==== DATA TO PROCESS ====

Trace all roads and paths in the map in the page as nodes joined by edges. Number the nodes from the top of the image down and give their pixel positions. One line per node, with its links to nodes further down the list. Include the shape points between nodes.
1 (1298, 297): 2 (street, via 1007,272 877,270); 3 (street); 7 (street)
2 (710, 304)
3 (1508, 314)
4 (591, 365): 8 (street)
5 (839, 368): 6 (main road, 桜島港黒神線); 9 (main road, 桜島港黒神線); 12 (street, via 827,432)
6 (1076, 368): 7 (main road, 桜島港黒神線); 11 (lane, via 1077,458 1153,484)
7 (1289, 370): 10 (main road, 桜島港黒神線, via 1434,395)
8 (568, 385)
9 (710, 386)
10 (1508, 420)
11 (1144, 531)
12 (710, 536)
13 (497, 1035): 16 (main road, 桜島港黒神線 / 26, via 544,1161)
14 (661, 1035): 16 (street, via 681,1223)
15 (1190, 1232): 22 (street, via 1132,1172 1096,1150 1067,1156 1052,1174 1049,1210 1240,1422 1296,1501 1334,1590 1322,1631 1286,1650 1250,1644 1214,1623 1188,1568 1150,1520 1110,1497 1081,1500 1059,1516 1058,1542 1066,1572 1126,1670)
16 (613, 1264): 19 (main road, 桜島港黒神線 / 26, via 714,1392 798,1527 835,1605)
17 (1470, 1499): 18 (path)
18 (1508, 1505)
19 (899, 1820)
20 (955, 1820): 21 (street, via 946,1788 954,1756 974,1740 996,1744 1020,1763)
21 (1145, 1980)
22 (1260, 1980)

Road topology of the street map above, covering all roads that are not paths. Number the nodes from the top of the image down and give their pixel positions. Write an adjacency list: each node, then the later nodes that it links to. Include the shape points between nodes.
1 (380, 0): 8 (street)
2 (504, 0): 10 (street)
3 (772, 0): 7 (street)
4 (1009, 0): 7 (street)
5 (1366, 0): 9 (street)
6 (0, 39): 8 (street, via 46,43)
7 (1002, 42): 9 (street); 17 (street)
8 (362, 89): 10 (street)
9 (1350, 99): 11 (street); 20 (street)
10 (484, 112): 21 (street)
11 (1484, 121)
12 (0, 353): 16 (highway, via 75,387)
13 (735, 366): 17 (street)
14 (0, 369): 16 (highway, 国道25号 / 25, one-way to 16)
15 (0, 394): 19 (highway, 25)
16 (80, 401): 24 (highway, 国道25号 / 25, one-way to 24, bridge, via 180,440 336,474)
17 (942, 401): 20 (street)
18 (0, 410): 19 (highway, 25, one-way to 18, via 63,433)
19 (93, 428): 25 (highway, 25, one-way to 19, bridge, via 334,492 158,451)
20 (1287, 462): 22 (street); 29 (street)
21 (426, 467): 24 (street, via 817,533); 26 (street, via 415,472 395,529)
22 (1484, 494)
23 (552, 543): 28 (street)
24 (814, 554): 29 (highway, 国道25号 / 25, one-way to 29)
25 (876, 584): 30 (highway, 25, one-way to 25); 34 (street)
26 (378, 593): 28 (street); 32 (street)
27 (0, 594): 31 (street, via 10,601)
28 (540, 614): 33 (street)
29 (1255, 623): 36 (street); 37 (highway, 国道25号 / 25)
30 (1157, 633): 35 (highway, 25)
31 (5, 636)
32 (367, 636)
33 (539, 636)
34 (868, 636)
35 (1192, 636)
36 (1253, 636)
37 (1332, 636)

====

*ABOUT THIS EXERCISE*: Each line of the data must be copied exactly as it appears.

*SOLUTION TO THE PROBLEM*:
Trace all roads and paths in the map in the page as nodes joined by edges. Number the nodes from the top of the image down and give their pixel positions. One line per node, with its links to nodes further down the list. Include the shape points between nodes.
1 (1298, 297): 2 (street, via 1007,272 877,270); 3 (street); 7 (street)
2 (710, 304)
3 (1508, 314)
4 (591, 365): 8 (street)
5 (839, 368): 6 (main road, 桜島港黒神線); 9 (main road, 桜島港黒神線); 12 (street, via 827,432)
6 (1076, 368): 7 (main road, 桜島港黒神線); 11 (lane, via 1077,458 1153,484)
7 (1289, 370): 10 (main road, 桜島港黒神線, via 1434,395)
8 (568, 385)
9 (710, 386)
10 (1508, 420)
11 (1144, 531)
12 (710, 536)
13 (497, 1035): 16 (main road, 桜島港黒神線 / 26, via 544,1161)
14 (661, 1035): 16 (street, via 681,1223)
15 (1190, 1232): 22 (street, via 1132,1172 1096,1150 1067,1156 1052,1174 1049,1210 1240,1422 1296,1501 1334,1590 1322,1631 1286,1650 1250,1644 1214,1623 1188,1568 1150,1520 1110,1497 1081,1500 1059,1516 1058,1542 1066,1572 1126,1670)
16 (613, 1264): 19 (main road, 桜島港黒神線 / 26, via 714,1392 798,1527 835,1605)
17 (1470, 1499): 18 (path)
18 (1508, 1505)
19 (899, 1820)
20 (955, 1820): 21 (street, via 946,1788 954,1756 974,1740 996,1744 1020,1763)
21 (1145, 1980)
22 (1260, 1980)

Road topology of the street map above, covering all roads that are not paths. Number the nodes from the top of the image down and give their pixel positions. Write an adjacency list: each node, then the later nodes that it links to. Include the shape points between nodes.
1 (380, 0): 8 (street)
2 (504, 0): 10 (street)
3 (772, 0): 7 (street)
4 (1009, 0): 7 (street)
5 (1366, 0): 9 (street)
6 (0, 39): 8 (street, via 46,43)
7 (1002, 42): 9 (street); 17 (street)
8 (362, 89): 10 (street)
9 (1350, 99): 11 (street); 20 (street)
10 (484, 112): 21 (street)
11 (1484, 121)
12 (0, 353): 16 (highway, via 75,387)
13 (735, 366): 17 (street)
14 (0, 369): 16 (highway, 国道25号 / 25, one-way to 16)
15 (0, 394): 19 (highway, 25)
16 (80, 401): 24 (highway, 国道25号 / 25, one-way to 24, bridge, via 180,440 336,474)
17 (942, 401): 20 (street)
18 (0, 410): 19 (highway, 25, one-way to 18, via 63,433)
19 (93, 428): 25 (highway, 25, one-way to 19, bridge, via 334,492 158,451)
20 (1287, 462): 22 (street); 29 (street)
21 (426, 467): 24 (street, via 817,533); 26 (street, via 415,472 395,529)
22 (1484, 494)
23 (552, 543): 28 (street)
24 (814, 554): 29 (highway, 国道25号 / 25, one-way to 29)
25 (876, 584): 30 (highway, 25, one-way to 25); 34 (street)
26 (378, 593): 28 (street); 32 (street)
27 (0, 594): 31 (street, via 10,601)
28 (540, 614): 33 (street)
29 (1255, 623): 36 (street); 37 (highway, 国道25号 / 25)
30 (1157, 633): 35 (highway, 25)
31 (5, 636)
32 (367, 636)
33 (539, 636)
34 (868, 636)
35 (1192, 636)
36 (1253, 636)
37 (1332, 636)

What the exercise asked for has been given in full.